Giovane, studioso critico della storia, leader inquieto e con l’alta sensibilità sociale che lo caratterizzava dalla sua infanzia, non doveva risultare strano che si allineasse con le cause e le lotte dei popoli oppressi della sua patria, che dichiarasse la sua simpatia per le rivoluzioni socialiste del mondo e per i governi progressisti dell’America. D’altro canto, denunciò sempre energicamente la frode del Patto di New York (qui chiamata Patto di Punto Fijo), firmato dai vecchi partiti AD-Copei-URD, con il beneplacito di Federcameras, la cupola dell’estinta Confederazione di Lavoratori del Venezuela (CTV) e della Chiesa Cattolica, per tradire le speranze di redenzione che il popolo aveva coltivato, in seguito all’abbattimento dell’ultima dittatura militare venezuelana nel secolo XX, il 23 gennaio 1958. Guardò con impotenza la feroce lotta che i sanguinari regimi militari imposti dalla CIA e dal Piano Cóndor – conosciuto come alleanza delle dittature del cono Sud – scatenava contro i movimenti liberatori che sorgevano nella nostra regione, che si ispiravano alla Rivoluzione cubana.
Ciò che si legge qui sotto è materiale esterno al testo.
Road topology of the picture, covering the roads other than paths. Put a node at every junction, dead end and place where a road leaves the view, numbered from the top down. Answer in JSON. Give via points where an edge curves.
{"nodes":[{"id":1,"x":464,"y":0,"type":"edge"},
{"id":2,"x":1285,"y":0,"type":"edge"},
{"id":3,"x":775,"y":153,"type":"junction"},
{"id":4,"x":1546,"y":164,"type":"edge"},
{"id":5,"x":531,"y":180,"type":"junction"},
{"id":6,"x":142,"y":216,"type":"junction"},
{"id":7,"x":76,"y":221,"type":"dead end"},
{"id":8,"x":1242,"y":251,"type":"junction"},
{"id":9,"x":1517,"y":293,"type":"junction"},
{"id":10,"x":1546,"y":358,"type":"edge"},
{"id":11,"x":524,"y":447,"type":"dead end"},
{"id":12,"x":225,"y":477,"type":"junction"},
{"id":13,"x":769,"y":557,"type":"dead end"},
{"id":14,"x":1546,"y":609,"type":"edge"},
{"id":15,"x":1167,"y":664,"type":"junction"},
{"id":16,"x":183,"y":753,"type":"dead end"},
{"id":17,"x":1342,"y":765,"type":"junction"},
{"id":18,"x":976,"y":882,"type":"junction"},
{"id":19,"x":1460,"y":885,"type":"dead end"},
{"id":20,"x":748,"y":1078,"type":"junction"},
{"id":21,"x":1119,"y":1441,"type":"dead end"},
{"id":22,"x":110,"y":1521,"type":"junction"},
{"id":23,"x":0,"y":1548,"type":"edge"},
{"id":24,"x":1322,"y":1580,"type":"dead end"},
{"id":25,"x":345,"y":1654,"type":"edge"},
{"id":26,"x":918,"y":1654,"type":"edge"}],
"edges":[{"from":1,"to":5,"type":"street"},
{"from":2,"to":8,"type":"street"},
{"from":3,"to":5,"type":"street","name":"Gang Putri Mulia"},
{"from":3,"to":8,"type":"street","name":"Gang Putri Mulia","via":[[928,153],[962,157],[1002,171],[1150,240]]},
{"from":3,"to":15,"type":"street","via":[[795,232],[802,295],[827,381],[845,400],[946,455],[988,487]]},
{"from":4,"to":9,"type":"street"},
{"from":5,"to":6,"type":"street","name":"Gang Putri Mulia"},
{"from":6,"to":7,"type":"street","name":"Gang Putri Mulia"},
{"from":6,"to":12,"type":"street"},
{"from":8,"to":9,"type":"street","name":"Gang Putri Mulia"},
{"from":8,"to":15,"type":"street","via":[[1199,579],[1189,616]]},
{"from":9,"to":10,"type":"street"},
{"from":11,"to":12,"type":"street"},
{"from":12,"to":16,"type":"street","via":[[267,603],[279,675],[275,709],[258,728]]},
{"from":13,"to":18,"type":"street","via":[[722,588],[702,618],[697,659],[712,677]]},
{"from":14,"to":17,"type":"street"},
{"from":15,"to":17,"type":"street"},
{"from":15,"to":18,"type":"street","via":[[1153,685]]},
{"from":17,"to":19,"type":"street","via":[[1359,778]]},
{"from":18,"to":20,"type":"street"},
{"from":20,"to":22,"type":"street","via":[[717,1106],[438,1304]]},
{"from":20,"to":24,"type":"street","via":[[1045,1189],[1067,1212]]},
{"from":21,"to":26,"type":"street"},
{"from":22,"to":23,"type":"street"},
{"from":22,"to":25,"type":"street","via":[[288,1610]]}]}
Come corollario del tempo in cui trascorse la gioventù di Chávez, bisogna aggiungere le morti o assassini dei presidenti Salvador Allende del Cile nel 1973; di Jõao Goulart del Brasile nel 1976; di Jaime Roldós dell’Ecuador nel 1981; di Omar Torrijos di Panama nel 1981 e di Maurice Bishop di Grenada nel 1983, tutte morti inferte a coloro che non si sono piegati agli interessi degli Stati Uniti.
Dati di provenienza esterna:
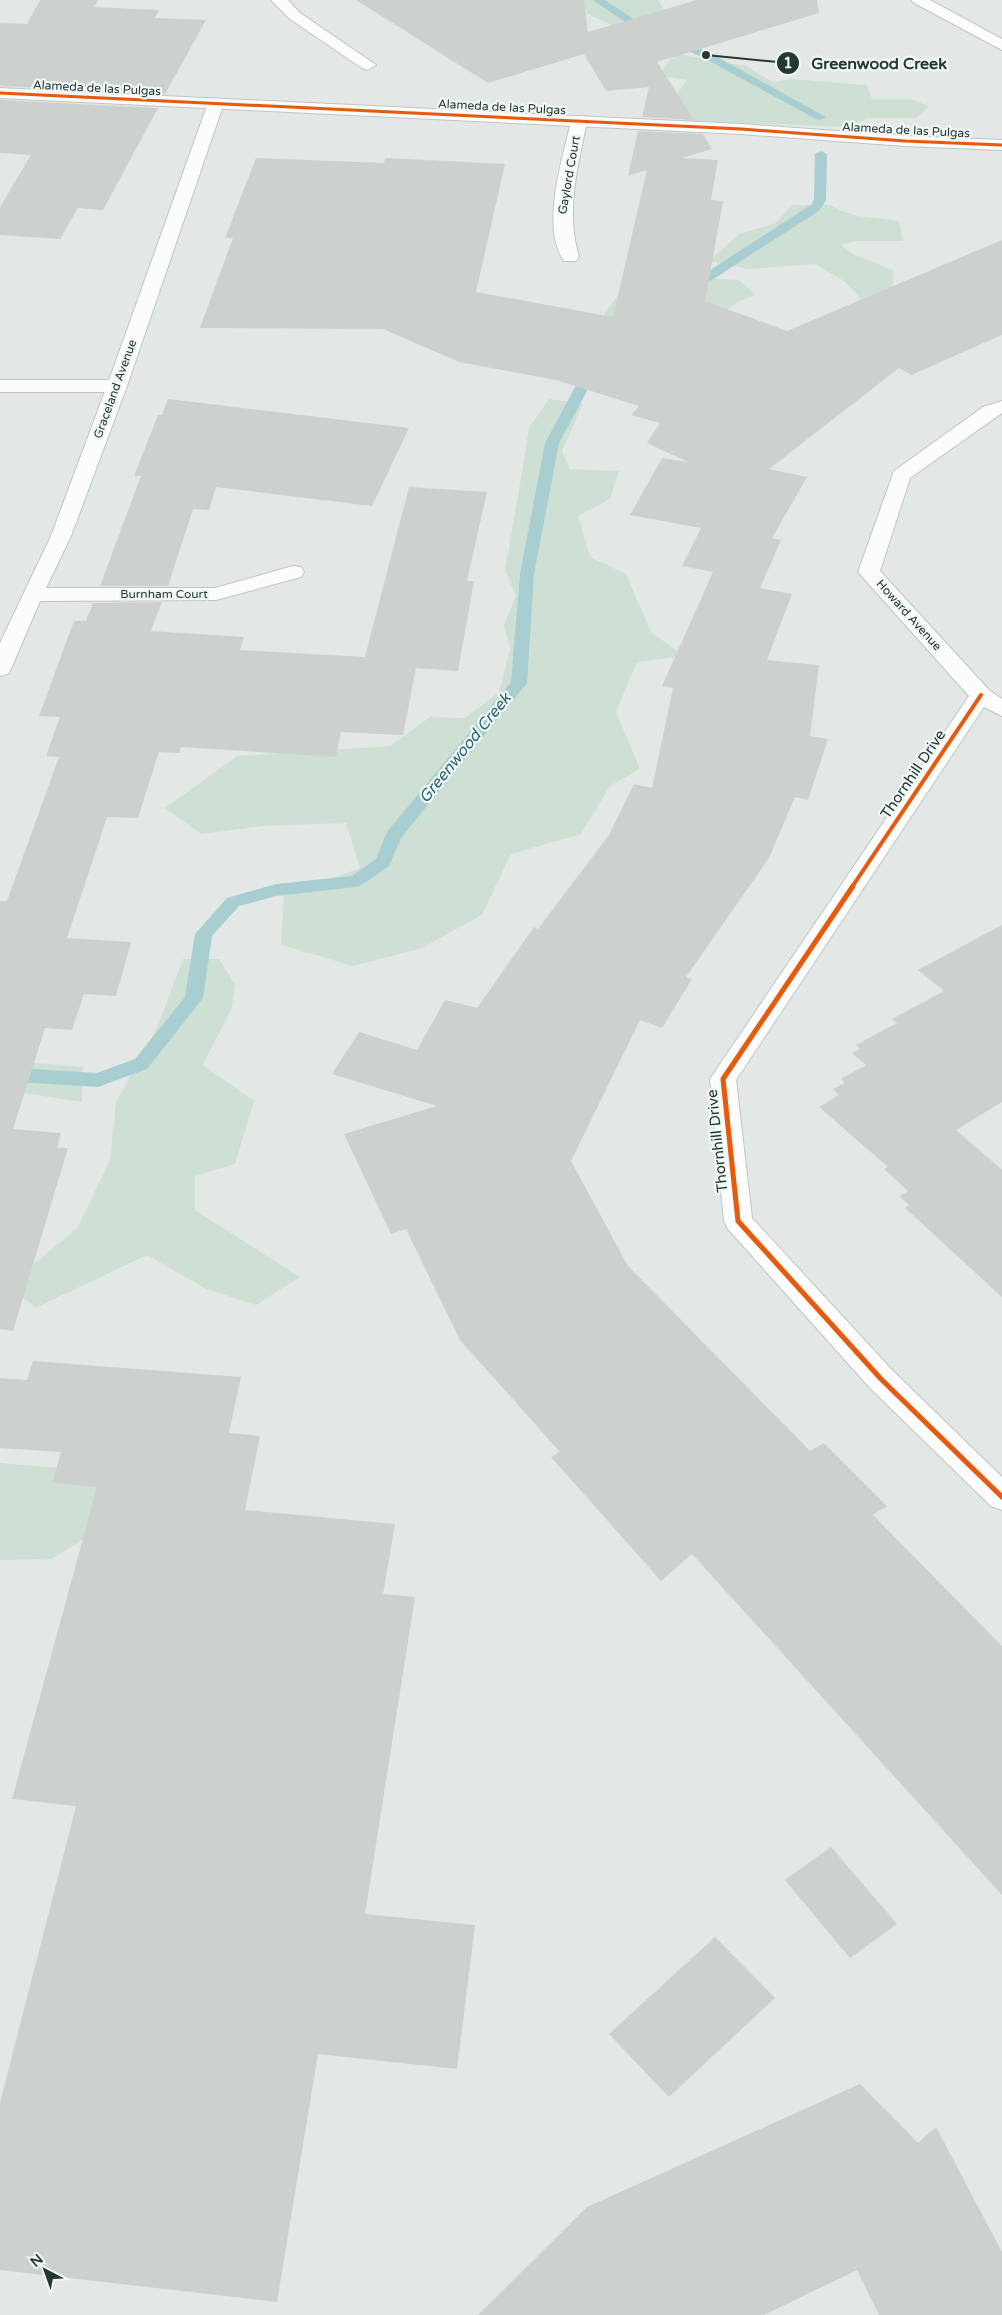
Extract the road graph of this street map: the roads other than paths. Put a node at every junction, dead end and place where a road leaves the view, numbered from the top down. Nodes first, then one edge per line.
1 (279, 0) edge
2 (919, 0) edge
3 (1002, 45) edge
4 (368, 65) dead end
5 (0, 93) edge
6 (216, 103) junction
7 (580, 121) junction
8 (1002, 145) edge
9 (570, 257) dead end
10 (0, 386) edge
11 (117, 386) junction
12 (1002, 407) edge
13 (293, 572) dead end
14 (32, 595) junction
15 (0, 669) edge
16 (992, 702) edge
17 (1002, 1497) edge

1 - 4 street
2 - 3 street
5 - 6 street, Alameda de las Pulgas
6 - 7 street, Alameda de las Pulgas
6 - 11 street, Graceland Avenue
7 - 8 street, Alameda de las Pulgas
7 - 9 street, Gaylord Court
10 - 11 street
11 - 14 street, Graceland Avenue
12 - 16 street, Howard Avenue
13 - 14 street, Burnham Court
14 - 15 street, Graceland Avenue
16 - 17 street, Thornhill Drive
Quando ormai era un giovane Capitano, Chávez era convinto che stava servendo uno Stato dominato da élites politiche ed economiche, prostrate agli interessi del capitale transnazionale. Questo gli confermava che… l’indipendenza, secondo il Liberator… unico bene conquistato alle spese di tutti gli altri con la guerra contro la Spagna, era stata tradita in tutte le sue dimensioni. Ciò gli rafforzava lo spirito e la determinazione a impegnarsi integralmente per il riscatto della dignità e la sovranità del nostro popolo, che tanto sangue, tanti morti aveva offerto in numerose lotte, per conquistare una patria libera e per superare le pauperrime condizioni di vita alle quali era stato sottomesso durante 500 anni.
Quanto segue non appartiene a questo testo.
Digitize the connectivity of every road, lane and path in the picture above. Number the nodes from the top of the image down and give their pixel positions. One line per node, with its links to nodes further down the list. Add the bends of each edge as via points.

In conclusione, l’impegno e la dedizione totale di Chávez alla causa libertaria del Venezuela e di tutta la nostra America, allo stesso modo che in Bolívar, aveva i suoi motivi nella necessità reale di trasformare le ingiuste strutture politiche, economiche e sociali che in altre parti del mondo ormai erano state superate. Eppure, egli fu sempre cosciente della potente resistenza che avrebbe attivato la borghesia parassitaria, anti-nazionalista insieme al capitale transnazionale, come nemici storici di tutti i cambiamenti che avrebbero beneficiato le maggioranze sociali in qualsiasi luogo del mondo, dal momento che essi si considerano i legittimi padroni della ricchezza che produce il lavoro e di quella che si trova sul territorio di qualsiasi nazione.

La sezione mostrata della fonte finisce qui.